## WHAT YOU NEED TO DO
Line count for "Gallegos": give the number of lines in the records below that hold it, and nothing else.

## MATERIAL TO PROCESS
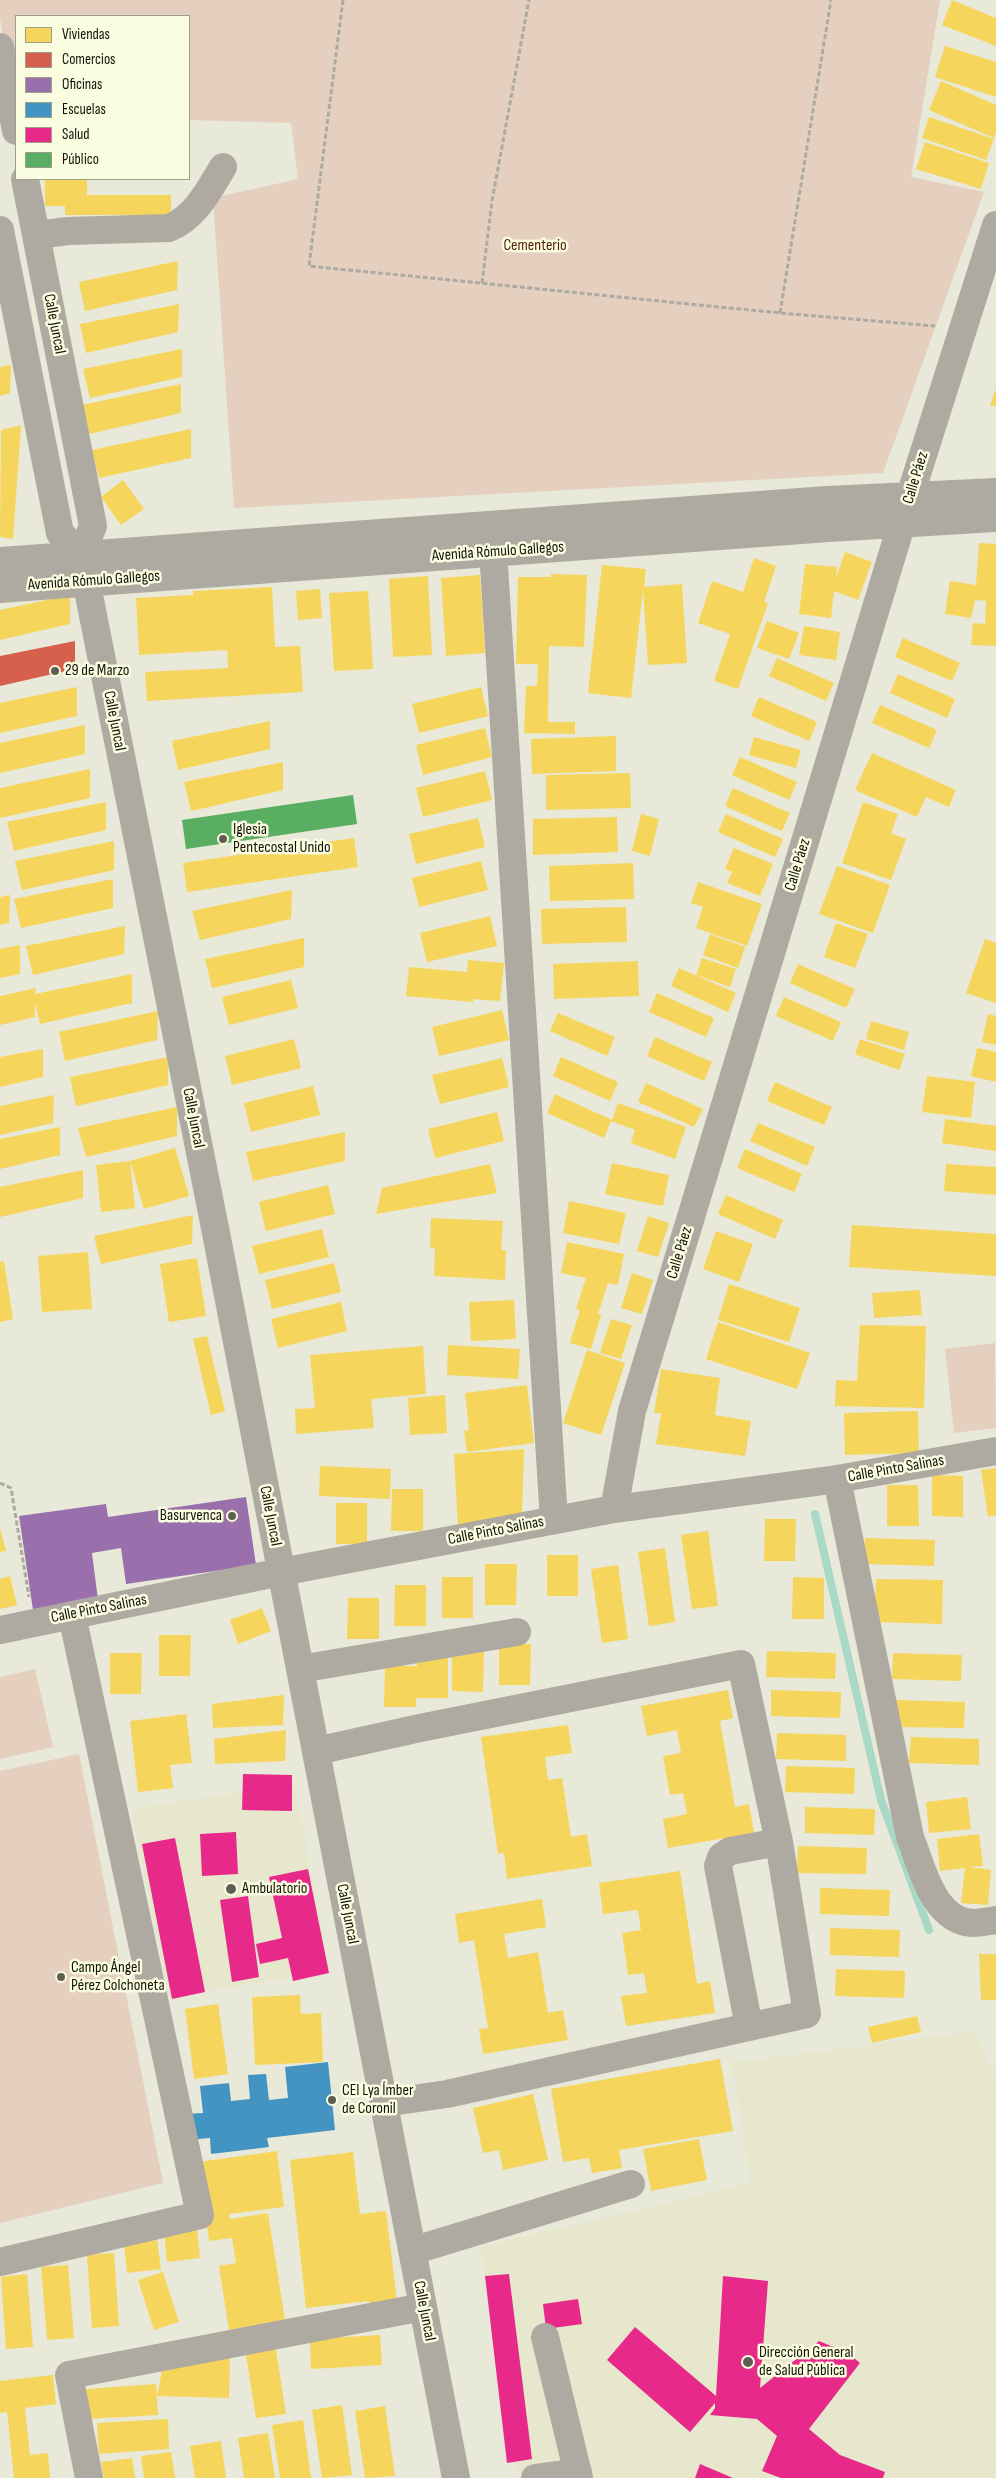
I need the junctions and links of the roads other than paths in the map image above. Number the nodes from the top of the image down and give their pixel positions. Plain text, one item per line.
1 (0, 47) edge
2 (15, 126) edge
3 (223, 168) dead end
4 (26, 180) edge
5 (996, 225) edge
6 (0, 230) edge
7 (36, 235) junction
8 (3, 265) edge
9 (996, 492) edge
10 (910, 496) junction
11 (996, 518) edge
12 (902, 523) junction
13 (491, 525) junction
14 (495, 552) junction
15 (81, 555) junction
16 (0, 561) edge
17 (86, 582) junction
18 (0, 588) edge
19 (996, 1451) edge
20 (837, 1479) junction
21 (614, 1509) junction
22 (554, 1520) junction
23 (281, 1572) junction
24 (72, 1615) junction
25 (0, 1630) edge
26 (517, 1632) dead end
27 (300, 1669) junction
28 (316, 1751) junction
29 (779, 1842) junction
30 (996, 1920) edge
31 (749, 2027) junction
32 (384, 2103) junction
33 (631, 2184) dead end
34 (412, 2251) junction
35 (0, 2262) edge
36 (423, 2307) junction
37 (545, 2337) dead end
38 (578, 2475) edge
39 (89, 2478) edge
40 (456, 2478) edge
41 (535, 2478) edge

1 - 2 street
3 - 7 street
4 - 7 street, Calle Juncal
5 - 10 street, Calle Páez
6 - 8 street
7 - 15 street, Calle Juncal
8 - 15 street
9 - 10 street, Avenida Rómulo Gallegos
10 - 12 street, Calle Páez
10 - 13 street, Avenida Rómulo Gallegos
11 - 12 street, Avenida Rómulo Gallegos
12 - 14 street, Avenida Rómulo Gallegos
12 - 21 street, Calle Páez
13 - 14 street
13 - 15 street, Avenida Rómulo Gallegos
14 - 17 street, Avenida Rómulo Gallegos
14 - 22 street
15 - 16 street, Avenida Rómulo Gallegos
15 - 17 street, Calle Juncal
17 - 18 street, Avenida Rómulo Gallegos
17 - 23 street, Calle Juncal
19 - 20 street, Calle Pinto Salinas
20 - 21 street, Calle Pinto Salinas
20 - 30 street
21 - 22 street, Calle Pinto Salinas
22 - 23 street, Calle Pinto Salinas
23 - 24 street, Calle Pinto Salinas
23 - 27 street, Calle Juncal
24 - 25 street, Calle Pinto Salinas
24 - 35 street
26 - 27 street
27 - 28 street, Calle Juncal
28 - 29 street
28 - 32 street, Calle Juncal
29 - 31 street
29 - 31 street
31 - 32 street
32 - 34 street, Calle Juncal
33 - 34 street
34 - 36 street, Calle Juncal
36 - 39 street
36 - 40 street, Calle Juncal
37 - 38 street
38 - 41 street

## OUTPUT BELOW
8